Exercise directions: When you reproduce these records, keep every word exactly and drop the images.

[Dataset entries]

=======

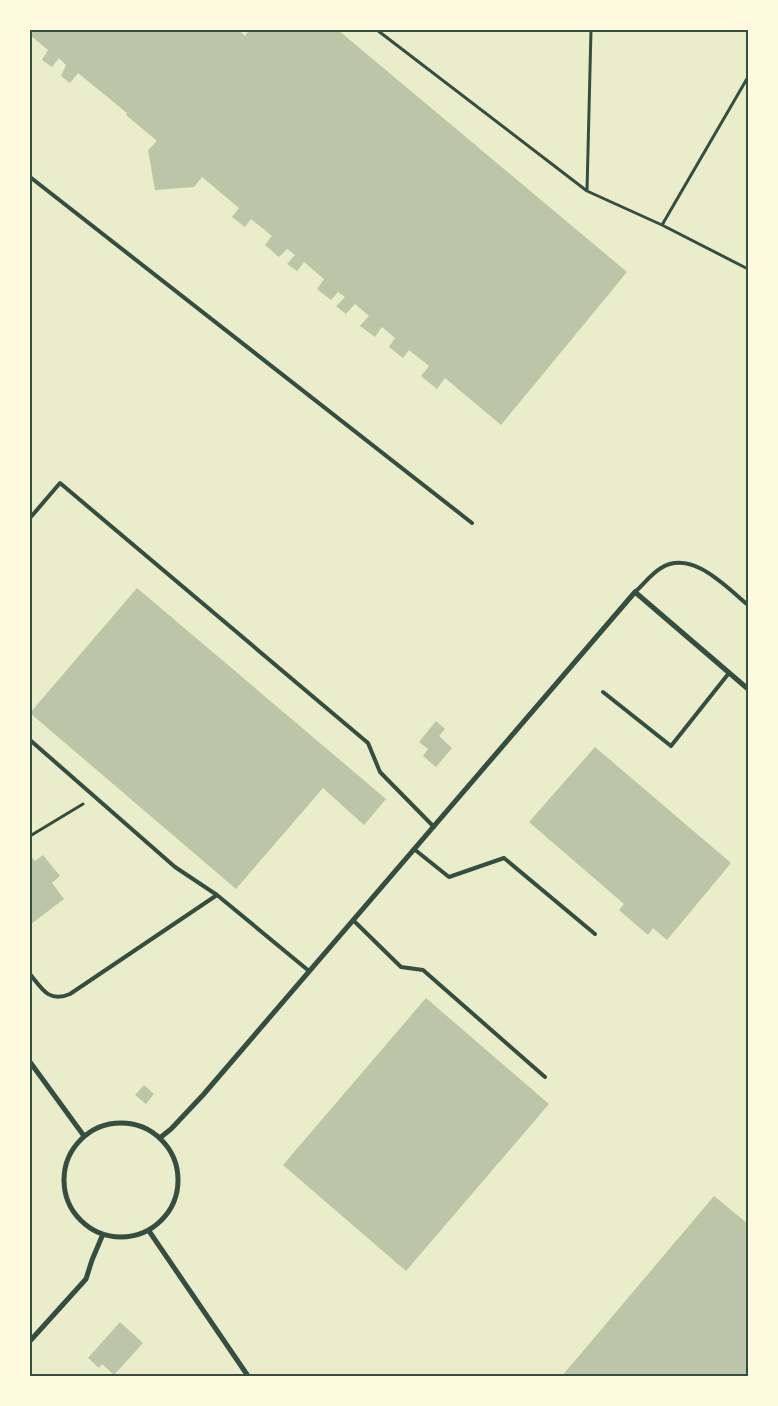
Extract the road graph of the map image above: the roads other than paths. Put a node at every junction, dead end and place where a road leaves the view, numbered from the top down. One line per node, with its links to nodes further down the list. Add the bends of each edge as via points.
1 (30, 177): 3 (lane)
2 (30, 518): 10 (lane, via 60,483 368,743 380,772)
3 (472, 523)
4 (635, 592): 5 (lane, via 660,568 673,563 690,563 708,572); 6 (street); 10 (street)
5 (748, 605)
6 (729, 673): 7 (street); 8 (lane, via 671,746)
7 (748, 689)
8 (603, 692)
9 (30, 740): 12 (lane, via 175,867)
10 (434, 827): 11 (street)
11 (414, 849): 13 (street); 14 (lane, via 448,877 504,858)
12 (217, 895): 15 (lane); 16 (lane, via 70,994 48,995)
13 (353, 920): 15 (street); 18 (lane, via 402,967 423,970)
14 (595, 934)
15 (309, 971): 20 (street, via 203,1095)
16 (30, 974)
17 (30, 1062): 19 (street)
18 (545, 1077)
19 (84, 1136): 20 (street, via 114,1122 131,1122); 22 (street, via 72,1149 66,1165 67,1199 87,1226)
20 (161, 1137): 21 (street, via 174,1155 179,1176 176,1198 166,1217)
21 (149, 1231): 22 (street, via 134,1236); 24 (street)
22 (103, 1234): 23 (street, via 86,1279)
23 (30, 1341)
24 (248, 1376)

=======

Your solution:
Extract the road graph of the map image above: the roads other than paths. Put a node at every junction, dead end and place where a road leaves the view, numbered from the top down. One line per node, with its links to nodes further down the list. Add the bends of each edge as via points.
1 (30, 177): 3 (lane)
2 (30, 518): 10 (lane, via 60,483 368,743 380,772)
3 (472, 523)
4 (635, 592): 5 (lane, via 660,568 673,563 690,563 708,572); 6 (street); 10 (street)
5 (748, 605)
6 (729, 673): 7 (street); 8 (lane, via 671,746)
7 (748, 689)
8 (603, 692)
9 (30, 740): 12 (lane, via 175,867)
10 (434, 827): 11 (street)
11 (414, 849): 13 (street); 14 (lane, via 448,877 504,858)
12 (217, 895): 15 (lane); 16 (lane, via 70,994 48,995)
13 (353, 920): 15 (street); 18 (lane, via 402,967 423,970)
14 (595, 934)
15 (309, 971): 20 (street, via 203,1095)
16 (30, 974)
17 (30, 1062): 19 (street)
18 (545, 1077)
19 (84, 1136): 20 (street, via 114,1122 131,1122); 22 (street, via 72,1149 66,1165 67,1199 87,1226)
20 (161, 1137): 21 (street, via 174,1155 179,1176 176,1198 166,1217)
21 (149, 1231): 22 (street, via 134,1236); 24 (street)
22 (103, 1234): 23 (street, via 86,1279)
23 (30, 1341)
24 (248, 1376)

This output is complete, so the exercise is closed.